"Our study shows that reflection on personal values can buffer people from the effects of stress, but the implications are broader than that," said Shelley E. Taylor, UCLA distinguished professor of psychology, and an expert in the field of stress and health. "Any positive self-affirmation can act as a buffer against stressful events; that can include values, personal relationships and qualities that are a source of pride."
In the study, 80 UCLA undergraduates completed stressful tasks. They delivered five-minute speeches about their qualifications for an office job in front of "speech evaluators" trained to be non expressive, who would coldly tell them during pauses, "You still have time remaining. Please continue." After a short break, they were instructed to subtract 13 from 2,083 under harassing conditions. They were told to go faster and at each mistake, they were told, "That is incorrect. Please start over from 2,083."
Prior to these stress tests, one group of students (a randomly assigned "value affirmation" group) reflected on values they had identified in advance as especially meaningful to them, answering 10 written questions. These could have been religious values, in which case they were asked a series of questions about their religion, the Bible and God. In other cases, they reflected on meaningful secular values -- such as their political beliefs or social values -- answering questions about, for example, Abraham Lincoln or community service work.

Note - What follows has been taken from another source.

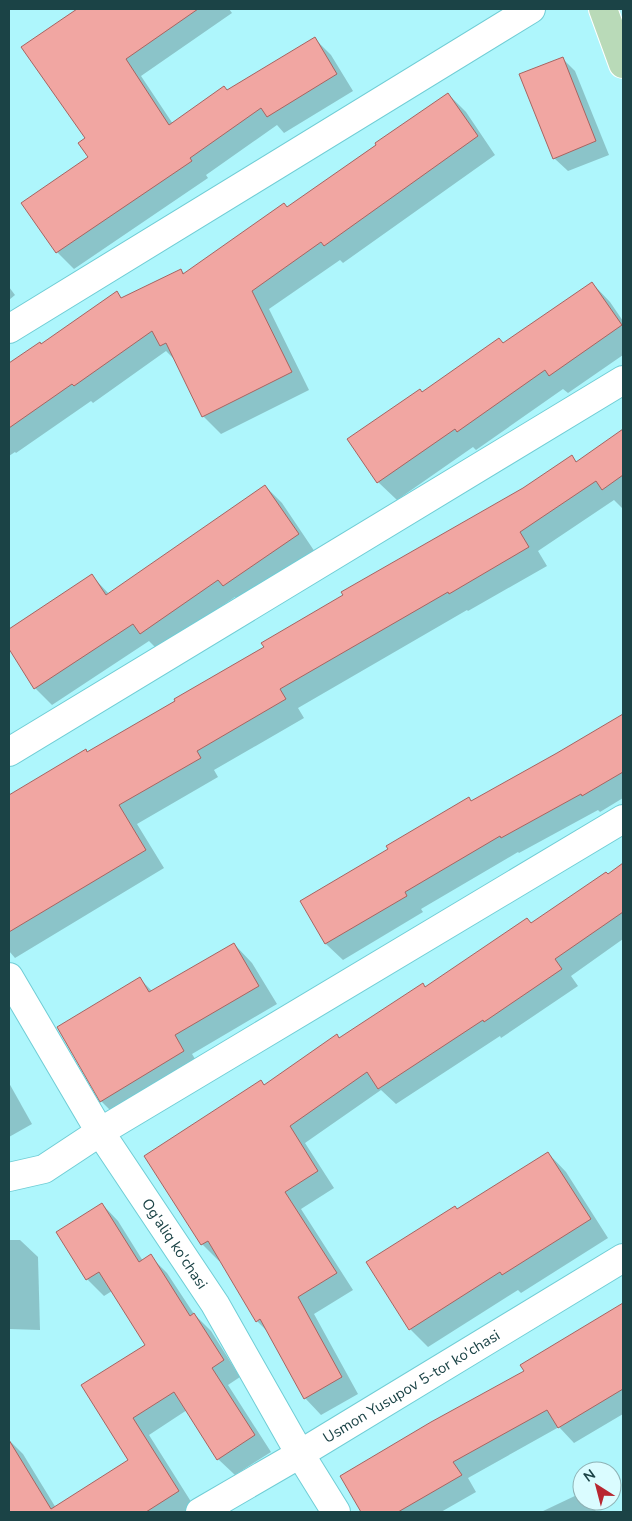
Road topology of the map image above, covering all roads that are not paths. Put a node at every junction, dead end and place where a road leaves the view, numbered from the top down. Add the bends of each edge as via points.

The other students were randomly assigned to a control group where they answered questions before the stress test about values they had identified as unimportant to them.
Those who reflected on values they consider meaningful, regardless of what those values were, had significantly lower cortisol levels. Cortisol is a hormone released during stressful events; when stimulated excessively over time, cortisol can lead to cognitive impairments and increased risk for physical disease.
Eighty-two percent of the control subjects had an increase in cortisol after the stress task, compared with only 51 percent of the value-affirmation participants, said David Creswell, an advanced UCLA psychology graduate student and the study's lead author.
"It's remarkable that such a brief, subtle value affirmation has the ability to mute cortisol responses and serve as a buffer against stress," Creswell said. "This is the first finding showing that reflecting on one's personal values reduces cortisol responses to stress. The implication is that value affirmation may make a stressful experience less so and, over time, this could potentially benefit one's cognitive functioning and physical health."
Forty-five minutes after the stress test, the researchers still saw differences in cortisol levels between the two groups. The two groups had the same levels before the stress test.
The researchers measured the students' responses to stress, including cortisol levels, heart rate and blood pressure.
"This study provides evidence for a novel, but effective method to combat stress, showing that thinking or potentially writing about important values can be stress-reducing and health enhancing," Creswell said.
"Stress-management interventions may benefit by incorporating value-affirming activities in the arsenal of weapons to combat stress, potentially in combination with other techniques," he added.
Can affirming values also help with chronic stress, such as that experienced by people coping with a serious illness, the death of a loved one or a difficult divorce?
Creswell's preliminary answer is that value-affirmation will produce beneficial health effects in those cases, and he said that is an important question for future research.
"Self-affirmations can be a very good stress-combater, especially under conditions of chronic stress," Taylor said. "It's helpful to remind yourself you're a good person with talents, and remind yourself what is important to you; that can be hard to do when you're going through something that's really awful."
The research team is conducting a follow-up study with people who have chronic illnesses, to assess how reflecting on personal values affects health. Preliminary evidence suggests that these patients do benefit, Taylor said.
The research in Psychological Science was funded by the National Institute of Mental Health and a Positive Psychology Microgrant. Psychological Science, published by the American Psychological Society, is one of the leading psychology journals in the United States.
Other members of the research team included William Welch, David Sherman (now at University of California, Santa Barbara), Tara Gruenewald and Traci Mann.